From the above summary it will be evident that this Code is the outcome of much thought, discussion and correspondence, together with no little expenditure of money and time, by many competent persons in many countries over some forty-seven years. It represents the collective wisdom of persons having a first-hand practical acquaintance with the nomenclatural needs of amateur gardeners, plant breeders, nurserymen dealing in alpines, bulbous plants, herbaceous perennials, trees and shrubs, seedsmen dealing in vegetables and ornamental annuals, agriculturists, foresters, systematic botanists and award-giving and name-registering societies. Much of the work of correlating and tapping this experience has been done during the past three years under the auspices of The Royal Horticultural Society of London, the British Museum (Natural History) and the Academy of Natural Sciences of Philadelphia.

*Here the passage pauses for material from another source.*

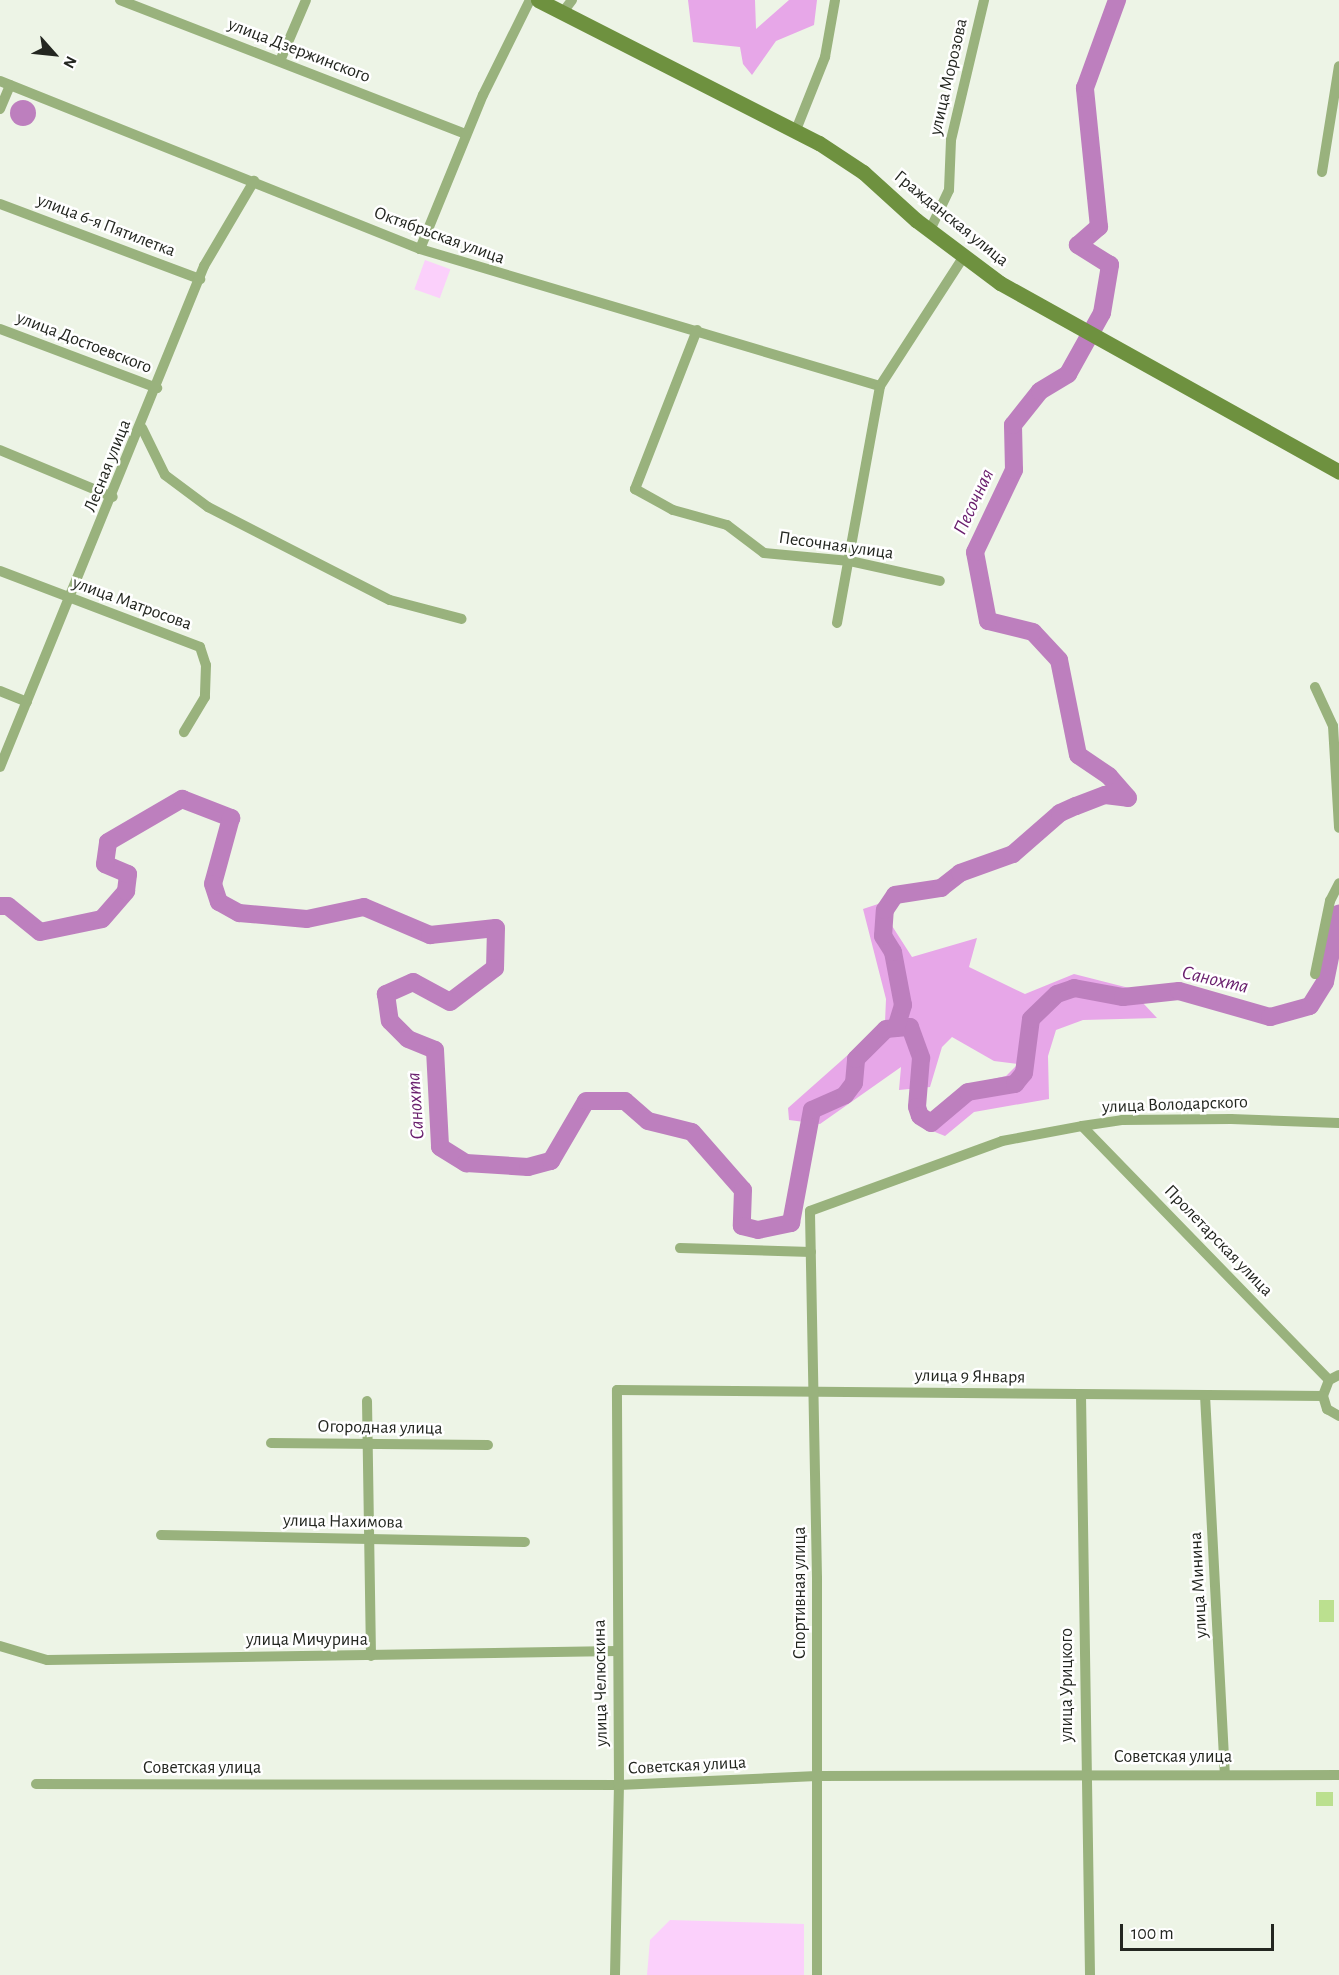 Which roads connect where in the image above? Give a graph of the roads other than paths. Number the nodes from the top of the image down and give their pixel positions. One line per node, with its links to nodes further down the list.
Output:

The acceptance of a code depends, in the long run, not upon its origin and history but upon its merits and publicity. It accordingly needs fair trial in many places and over a number of years. The following Code can only achieve the aims set out in its first article, i.e. to promote uniformity, accuracy and fixity in the use of names and to debar or discourage procedures leading to confusion and error, if it is adequately supported and widely adopted. The breeders and introducers of new plants are urged, in their own interest, to give names which are in accordance with the Code. Seedsmen and nurserymen should try to bring their catalogues into line with it. Registering authorities should refuse to register names not in accordance with the Code; no awards should be given to plants not named in accordance with the Code. Specialist societies should use it as a basis for their own codes of nomenclature. Writers on cultivated plants should endeavour to employ only names correct according to the Code; by frequently mentioning the Code as a standard of procedure they will help to make it known and appreciated. Instructors should bring it to the notice of their students and explain its provisions to them. Government agricultural and horticultural departments should take note of its provisions when drafting legislation. By action of this kind its utility and any weaknesses which need emendation will become evident. The Code is, however, provisional in that it can be modified and revised at the next International Horticultural Congress if such genuine trial reveals the need for any changes. Until then the text presented below stands as the official International Code of Nomenclature for Cultivated Plants approved by the 13th International Horticultural Congress. Copyright is disclaimed. Any person, institution or government interested in promoting uniformity, accuracy and fixity in the names of cultivated plants is accordingly welcome to reprint or translate this Code and to give it maximum publicity. Two copies of any such reprint or translation should be sent to the Secretary, International Committee on Horticultural Nomenclature and Registration, c/o The Royal Horticultural Society, Vincent Square, London, S.W.1, England.